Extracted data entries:
[Start of Attachment]
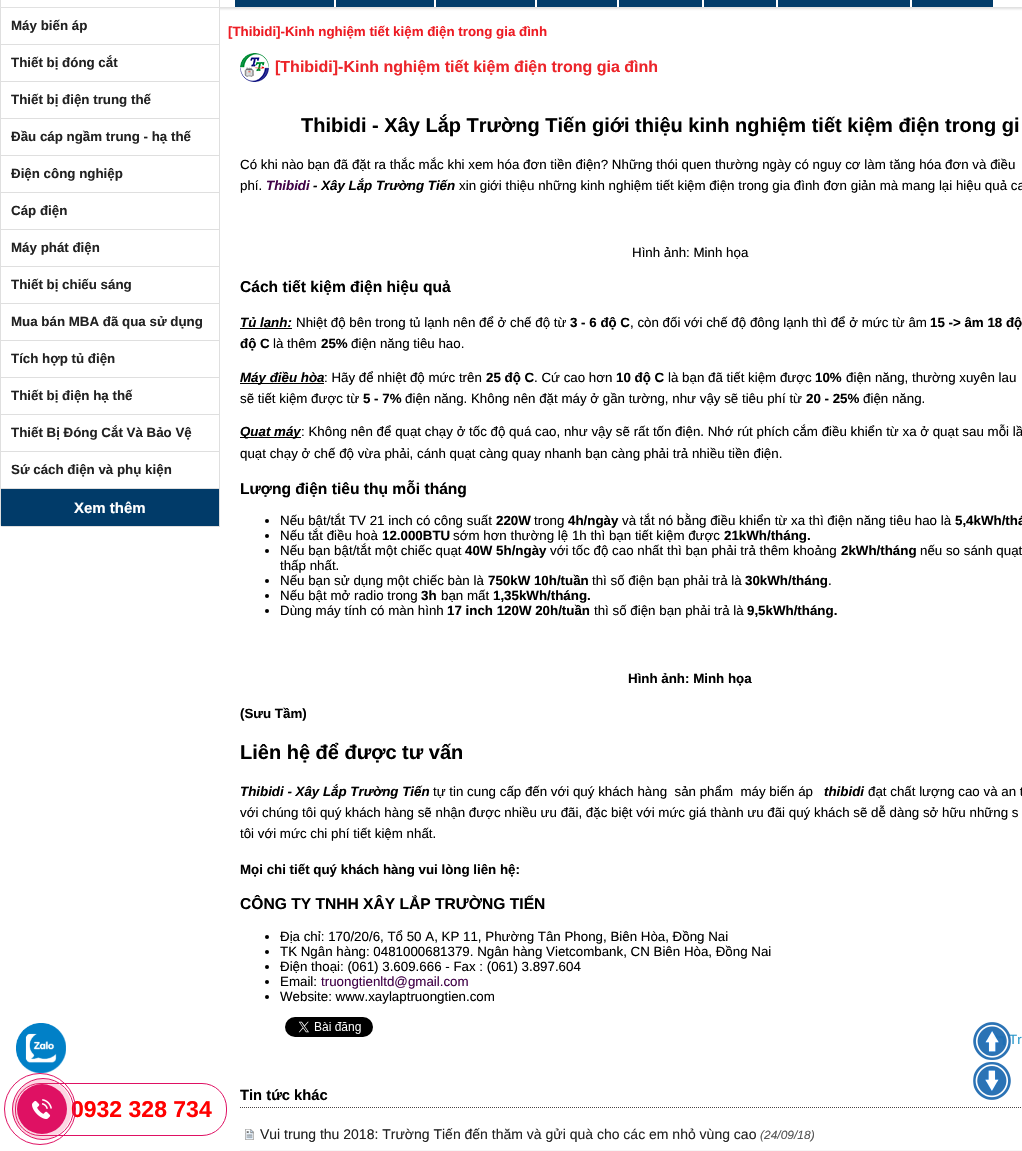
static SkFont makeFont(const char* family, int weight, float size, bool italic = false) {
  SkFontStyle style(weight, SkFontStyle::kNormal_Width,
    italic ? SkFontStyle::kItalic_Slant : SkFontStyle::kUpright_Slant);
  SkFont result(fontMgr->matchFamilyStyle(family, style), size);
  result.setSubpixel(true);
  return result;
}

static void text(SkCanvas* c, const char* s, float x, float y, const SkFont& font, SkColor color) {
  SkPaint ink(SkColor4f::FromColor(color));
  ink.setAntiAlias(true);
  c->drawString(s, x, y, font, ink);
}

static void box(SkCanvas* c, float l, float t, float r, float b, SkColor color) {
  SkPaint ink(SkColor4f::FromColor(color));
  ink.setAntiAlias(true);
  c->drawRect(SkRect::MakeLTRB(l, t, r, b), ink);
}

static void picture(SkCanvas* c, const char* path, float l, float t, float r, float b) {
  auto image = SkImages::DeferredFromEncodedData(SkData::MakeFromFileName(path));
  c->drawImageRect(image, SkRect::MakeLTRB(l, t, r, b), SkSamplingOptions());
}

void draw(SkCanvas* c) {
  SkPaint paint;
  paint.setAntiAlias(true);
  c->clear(0xffffffff);
  c->save();
  c->clipRect(SkRect::MakeLTRB(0, 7, 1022, 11));
  paint.setColor(0xffdfdfdf);
  paint.setMaskFilter(SkMaskFilter::MakeBlur(kNormal_SkBlurStyle, 1));
  c->drawRect(SkRect::MakeLTRB(-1, -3, 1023, 9), paint);
  paint.setMaskFilter(nullptr);
  c->restore();
  box(c, 235, 0, 334, 7, 0xff013b69);
  box(c, 336, 0, 434, 7, 0xff013b69);
  box(c, 436, 0, 535, 7, 0xff013b69);
  box(c, 537, 0, 617, 7, 0xff013b69);
  box(c, 619, 0, 702, 7, 0xff013b69);
  box(c, 704, 0, 776, 7, 0xff013b69);
  box(c, 778, 0, 910, 7, 0xff013b69);
  box(c, 912, 0, 993, 7, 0xff013b69);
  c->drawPath(SkPathBuilder(SkPathFillType::kEvenOdd).moveTo(3, -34).lineTo(217, -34).cubicTo(219, -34, 220, -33, 220, -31).lineTo(220, 7).lineTo(0, 7).lineTo(0, -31).cubicTo(0, -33, 1, -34, 3, -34).close().moveTo(3, -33).lineTo(217, -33).cubicTo(218, -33, 219, -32, 219, -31).lineTo(219, 7).lineTo(1, 7).lineTo(1, -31).cubicTo(1, -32, 2, -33, 3, -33).close().detach(), paint);
  paint.setColor(0xffffffff);
  c->drawPath(SkPathBuilder().moveTo(0, 8).lineTo(220, 8).lineTo(220, 527).lineTo(3, 527).cubicTo(1.5f, 527, 0, 525.5f, 0, 524).close().detach(), paint);
  paint.setColor(0xffdfdfdf);
  c->drawPath(SkPathBuilder(SkPathFillType::kEvenOdd).moveTo(0, 8).lineTo(220, 8).lineTo(220, 527).lineTo(3, 527).cubicTo(1, 527, 0, 526, 0, 524).close().moveTo(1, 8).lineTo(219, 8).lineTo(219, 526).lineTo(3, 526).cubicTo(2, 526, 1, 525, 1, 524).close().detach(), paint);
  box(c, 1, 44, 219, 45, 0xffdfdfdf);
  SkFont face1 = makeFont("Liberation Sans", 700, 13.33f);
  text(c, "Máy biến áp", 11, 30, face1, 0xff222222);
  box(c, 1, 81, 219, 82, 0xffdfdfdf);
  text(c, "Thiết bị đóng cắt", 11, 67, face1, 0xff222222);
  box(c, 1, 118, 219, 119, 0xffdfdfdf);
  text(c, "Thiết bị điện trung thế", 11, 104, face1, 0xff222222);
  box(c, 1, 155, 219, 156, 0xffdfdfdf);
  text(c, "Đầu cáp ngầm trung - hạ thế", 11, 141, face1, 0xff222222);
  box(c, 1, 192, 219, 193, 0xffdfdfdf);
  text(c, "Điện công nghiệp", 11, 178, face1, 0xff222222);
  box(c, 1, 229, 219, 230, 0xffdfdfdf);
  text(c, "Cáp điện", 11, 215, face1, 0xff222222);
  box(c, 1, 266, 219, 267, 0xffdfdfdf);
  text(c, "Máy phát điện", 11, 252, face1, 0xff222222);
  box(c, 1, 303, 219, 304, 0xffdfdfdf);
  text(c, "Thiết bị chiếu sáng", 11, 289, face1, 0xff222222);
  box(c, 1, 340, 219, 341, 0xffdfdfdf);
  text(c, "Mua bán MBA đã qua sử dụng", 11, 326, face1, 0xff222222);
  box(c, 1, 377, 219, 378, 0xffdfdfdf);
  text(c, "Tích hợp tủ điện", 11, 363, face1, 0xff222222);
  box(c, 1, 414, 219, 415, 0xffdfdfdf);
  text(c, "Thiết bị điện hạ thế", 11, 400, face1, 0xff222222);
  box(c, 1, 451, 219, 452, 0xffdfdfdf);
  text(c, "Thiết Bị Đóng Cắt Và Bảo Vệ", 11, 437, face1, 0xff222222);
  box(c, 1, 488, 219, 489, 0xffdfdfdf);
  text(c, "Sứ cách điện và phụ kiện", 11, 474, face1, 0xff222222);
  box(c, 1, 489, 219, 526, 0xff013b69);
  SkFont face2 = makeFont("Liberation Sans", 700, 15);
  text(c, "Xem thêm", 74, 513, face2, 0xffffffff);
  text(c, "[Thibidi]-Kinh nghiệm tiết kiệm điện trong gia đình", 228, 36, face1, 0xffed1c24);
  picture(c, "img_01.png", 240, 53, 269, 82);
  SkFont face3 = makeFont("Liberation Sans", 700, 16);
  text(c, "[Thibidi]-Kinh nghiệm tiết kiệm điện trong gia đình", 275, 72, face3, 0xffec252a);
  SkFont face4 = makeFont("Liberation Sans", 700, 20);
  text(c, "Thibidi - Xây Lắp Trường Tiến giới thiệu kinh nghiệm tiết kiệm điện trong gi", 301, 132, face4, 0xff000000);
  SkFont face5 = makeFont("Liberation Sans", 400, 13.33f);
  text(c, "Có khi nào bạn đã đặt ra thắc mắc khi xem hóa đơn tiền điện? Những thói quen thường ngày có nguy cơ làm tăng hóa đơn và điều", 240, 169, face5, 0xff000000);
  text(c, "phí.", 240, 190, face5, 0xff000000);
  SkFont face6 = makeFont("Liberation Sans", 700, 13.33f, true);
  text(c, "Thibidi", 266, 190, face6, 0xff410248);
  text(c, "- Xây Lắp Trường Tiến", 313, 190, face6, 0xff000000);
  text(c, "xin giới thiệu những kinh nghiệm tiết kiệm điện trong gia đình đơn giản mà mang lại hiệu quả ca", 459, 190, face5, 0xff000000);
  text(c, "Hình ảnh: Minh họa", 632, 257, face5, 0xff000000);
  SkFont face7 = makeFont("Liberation Sans", 700, 15.6f);
  text(c, "Cách tiết kiệm điện hiệu quả", 240, 292, face7, 0xff000000);
  box(c, 240, 328, 292, 329, 0xff000000);
  text(c, "Tủ lạnh:", 240, 327, face6, 0xff000000);
  text(c, "Nhiệt độ bên trong tủ lạnh nên để ở chế độ từ", 296, 327, face5, 0xff000000);
  text(c, "3 - 6 độ C", 570, 327, face1, 0xff000000);
  text(c, ", còn đối với chế độ đông lạnh thì để ở mức từ âm", 630, 327, face5, 0xff000000);
  text(c, "15 -> âm 18 độ", 930, 327, face1, 0xff000000);
  text(c, "độ C", 240, 348, face1, 0xff000000);
  text(c, "là thêm", 273, 348, face5, 0xff000000);
  text(c, "25%", 321, 348, face1, 0xff000000);
  text(c, "điện năng tiêu hao.", 351, 348, face5, 0xff000000);
  box(c, 240, 383, 324, 384, 0xff000000);
  text(c, "Máy điều hòa", 240, 382, face6, 0xff000000);
  text(c, ": Hãy để nhiệt độ mức trên", 324, 382, face5, 0xff000000);
  text(c, "25 độ C", 486, 382, face1, 0xff000000);
  text(c, ". Cứ cao hơn", 534, 382, face5, 0xff000000);
  text(c, "10 độ C", 616, 382, face1, 0xff000000);
  text(c, "là bạn đã tiết kiệm được", 668, 382, face5, 0xff000000);
  text(c, "10%", 815, 382, face1, 0xff000000);
  text(c, "điện năng, thường xuyên lau", 846, 382, face5, 0xff000000);
  text(c, "sẽ tiết kiệm được từ", 240, 403, face5, 0xff000000);
  text(c, "5 - 7%", 363, 403, face1, 0xff000000);
  text(c, "điện năng. Không nên đặt máy ở gần tường, như vậy sẽ tiêu phí từ", 405, 403, face5, 0xff000000);
  text(c, "20 - 25%", 806, 403, face1, 0xff000000);
  text(c, "điện năng.", 863, 403, face5, 0xff000000);
  box(c, 240, 437, 301, 438, 0xff000000);
  text(c, "Quạt máy", 240, 436, face6, 0xff000000);
  text(c, ": Không nên để quạt chạy ở tốc độ quá cao, như vậy sẽ rất tốn điện. Nhớ rút phích cắm điều khiển từ xa ở quạt sau mỗi lầ", 301, 436, face5, 0xff000000);
  text(c, "quạt chạy ở chế độ vừa phải, cánh quạt càng quay nhanh bạn càng phải trả nhiều tiền điện.", 240, 458, face5, 0xff000000);
  text(c, "Lượng điện tiêu thụ mỗi tháng", 240, 494, face7, 0xff000000);
  paint.setColor(0xff000000);
  c->drawCircle(267, 521, 2, paint);
  text(c, "Nếu bật/tắt TV 21 inch có công suất", 280, 525, face5, 0xff000000);
  text(c, "220W", 496, 525, face1, 0xff000000);
  text(c, "trong", 534, 525, face5, 0xff000000);
  text(c, "4h/ngày", 568, 525, face1, 0xff000000);
  text(c, "và tắt nó bằng điều khiển từ xa thì điện năng tiêu hao là", 622, 525, face5, 0xff000000);
  text(c, "5,4kWh/thá", 955, 525, face1, 0xff000000);
  c->drawCircle(267, 536, 2, paint);
  text(c, "Nếu tắt điều hoà", 280, 540, face5, 0xff000000);
  text(c, "12.000BTU", 382, 540, face1, 0xff000000);
  text(c, "sớm hơn thường lệ 1h thì bạn tiết kiệm được", 453, 540, face5, 0xff000000);
  text(c, "21kWh/tháng.", 724, 540, face1, 0xff000000);
  c->drawCircle(267, 551, 2, paint);
  text(c, "Nếu bạn bật/tắt một chiếc quạt", 280, 555, face5, 0xff000000);
  text(c, "40W 5h/ngày", 465, 555, face1, 0xff000000);
  text(c, "với tốc độ cao nhất thì bạn phải trả thêm khoảng", 550, 555, face5, 0xff000000);
  text(c, "2kWh/tháng", 841, 555, face1, 0xff000000);
  text(c, "nếu so sánh quạt", 920, 555, face5, 0xff000000);
  text(c, "thấp nhất.", 280, 570, face5, 0xff000000);
  c->drawCircle(267, 581, 2, paint);
  text(c, "Nếu bạn sử dụng một chiếc bàn là", 280, 585, face5, 0xff000000);
  text(c, "750kW 10h/tuần", 488, 585, face1, 0xff000000);
  text(c, "thì số điện bạn phải trả là", 592, 585, face5, 0xff000000);
  text(c, "30kWh/tháng", 745, 585, face1, 0xff000000);
  text(c, ".", 828, 585, face5, 0xff000000);
  c->drawCircle(267, 596, 2, paint);
  text(c, "Nếu bật mở radio trong", 280, 600, face5, 0xff000000);
  text(c, "3h", 421, 600, face1, 0xff000000);
  text(c, "bạn mất", 441, 600, face5, 0xff000000);
  text(c, "1,35kWh/tháng.", 493, 600, face1, 0xff000000);
  c->drawCircle(267, 611, 2, paint);
  text(c, "Dùng máy tính có màn hình", 280, 615, face5, 0xff000000);
  text(c, "17 inch 120W 20h/tuần", 447, 615, face1, 0xff000000);
  text(c, "thì số điện bạn phải trả là", 594, 615, face5, 0xff000000);
  text(c, "9,5kWh/tháng.", 747, 615, face1, 0xff000000);
  text(c, "Hình ảnh: Minh họa", 628, 683, face1, 0xff000000);
  text(c, "(Sưu Tầm)", 240, 718, face1, 0xff000000);
  text(c, "Liên hệ để được tư vấn", 240, 759, face4, 0xff000000);
  text(c, "Thibidi - Xây Lắp Trường Tiến", 240, 796, face6, 0xff000000);
  text(c, "tự tin cung cấp đến với quý khách hàng  sản phẩm  máy biến áp", 433, 796, face5, 0xff000000);
  text(c, "thibidi", 824, 796, face6, 0xff000000);
  text(c, "đạt chất lượng cao và an t", 868, 796, face5, 0xff000000);
  text(c, "với chúng tôi quý khách hàng sẽ nhận được nhiều ưu đãi, đặc biệt với mức giá thành ưu đãi quý khách sẽ dễ dàng sở hữu những s", 240, 817, face5, 0xff000000);
  text(c, "tôi với mức chi phí tiết kiệm nhất.", 240, 838, face5, 0xff000000);
  text(c, "Mọi chi tiết quý khách hàng vui lòng liên hệ:", 240, 874, face1, 0xff000000);
  text(c, "CÔNG TY TNHH XÂY LẮP TRƯỜNG TIẾN", 240, 909, face7, 0xff000000);
  c->drawCircle(267, 937, 2, paint);
  text(c, "Địa chỉ: 170/20/6, Tổ 50 A, KP 11, Phường Tân Phong, Biên Hòa, Đồng Nai", 280, 941, face5, 0xff000000);
  c->drawCircle(267, 952, 2, paint);
  text(c, "TK Ngân hàng: 0481000681379. Ngân hàng Vietcombank, CN Biên Hòa, Đồng Nai", 280, 956, face5, 0xff000000);
  c->drawCircle(267, 967, 2, paint);
  text(c, "Điện thoại: (061) 3.609.666 - Fax : (061) 3.897.604", 280, 971, face5, 0xff000000);
  c->drawCircle(267, 982, 2, paint);
  text(c, "Email:", 280, 986, face5, 0xff000000);
  text(c, "truongtienltd@gmail.com", 321, 986, face5, 0xff410248);
  c->drawCircle(267, 997, 2, paint);
  text(c, "Website: www.xaylaptruongtien.com", 280, 1001, face5, 0xff000000);
  picture(c, "img_02.png", 285, 1017, 373, 1037);
  picture(c, "img_03.png", 992, 1034, 1006, 1045);
  text(c, "Tr", 1009, 1044, face5, 0xff2997ca);
  paint.setStyle(SkPaint::kStroke_Style);
  paint.setStrokeWidth(1);
  paint.setColor(0xff4a4444);
  paint.setPathEffect(SkDashPathEffect::Make({{1, 1}}, 0));
  c->drawPath(SkPathBuilder().moveTo(240, 1107.5f).lineTo(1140, 1107.5f).detach(), paint);
  paint.setPathEffect(nullptr);
  SkFont face8 = makeFont("Liberation Sans", 700, 14.75f);
  text(c, "Tin tức khác", 240, 1100, face8, 0xff000000);
  picture(c, "img_04.png", 245, 1129, 254, 1140);
  SkFont face9 = makeFont("Liberation Sans", 400, 14);
  text(c, "Vui trung thu 2018: Trường Tiến đến thăm và gửi quà cho các em nhỏ vùng cao", 260, 1139, face9, 0xff222222);
  SkFont face10 = makeFont("Liberation Sans", 400, 12, true);
  text(c, "(24/09/18)", 760, 1139, face10, 0xff555555);
  box(c, 240, 1150, 1022, 1151, 0xfff6f6f6);
  picture(c, "img_05.png", 16, 1023, 66, 1073);
  picture(c, "img_06.png", 973, 1022, 1011, 1060);
  paint.setColor(0xffdf1163);
  c->drawRoundRect(SkRect::MakeLTRB(15.5f, 1083.5f, 226.5f, 1135.5f), 24.5f, 24.5f, paint);
  SkFont face11 = makeFont("Liberation Sans", 700, 23);
  text(c, "0932 328 734", 71, 1117, face11, 0xffff0000);
  paint.setStyle(SkPaint::kFill_Style);
  paint.setColor(0x33f23b79);
  c->drawCircle(42, 1109, 30, paint);
  paint.setStyle(SkPaint::kStroke_Style);
  paint.setColor(0xffdf1163);
  c->drawCircle(40, 1109, 35.5f, paint);
  c->drawCircle(43, 1109, 30.5f, paint);
  paint.setStyle(SkPaint::kFill_Style);
  c->drawCircle(42, 1109, 25, paint);
  picture(c, "img_07.png", 32, 1099, 52, 1119);
  picture(c, "img_08.png", 973, 1062, 1011, 1100);
}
[End of Attachment]
Work item: Find "240, 348, face1, 0xff000000);" in the entries above and copy that whole line exactly, then each line after it through the line that contains "382, face6, 0xff000000);".

Completed task:
  text(c, "độ C", 240, 348, face1, 0xff000000);
  text(c, "là thêm", 273, 348, face5, 0xff000000);
  text(c, "25%", 321, 348, face1, 0xff000000);
  text(c, "điện năng tiêu hao.", 351, 348, face5, 0xff000000);
  box(c, 240, 383, 324, 384, 0xff000000);
  text(c, "Máy điều hòa", 240, 382, face6, 0xff000000);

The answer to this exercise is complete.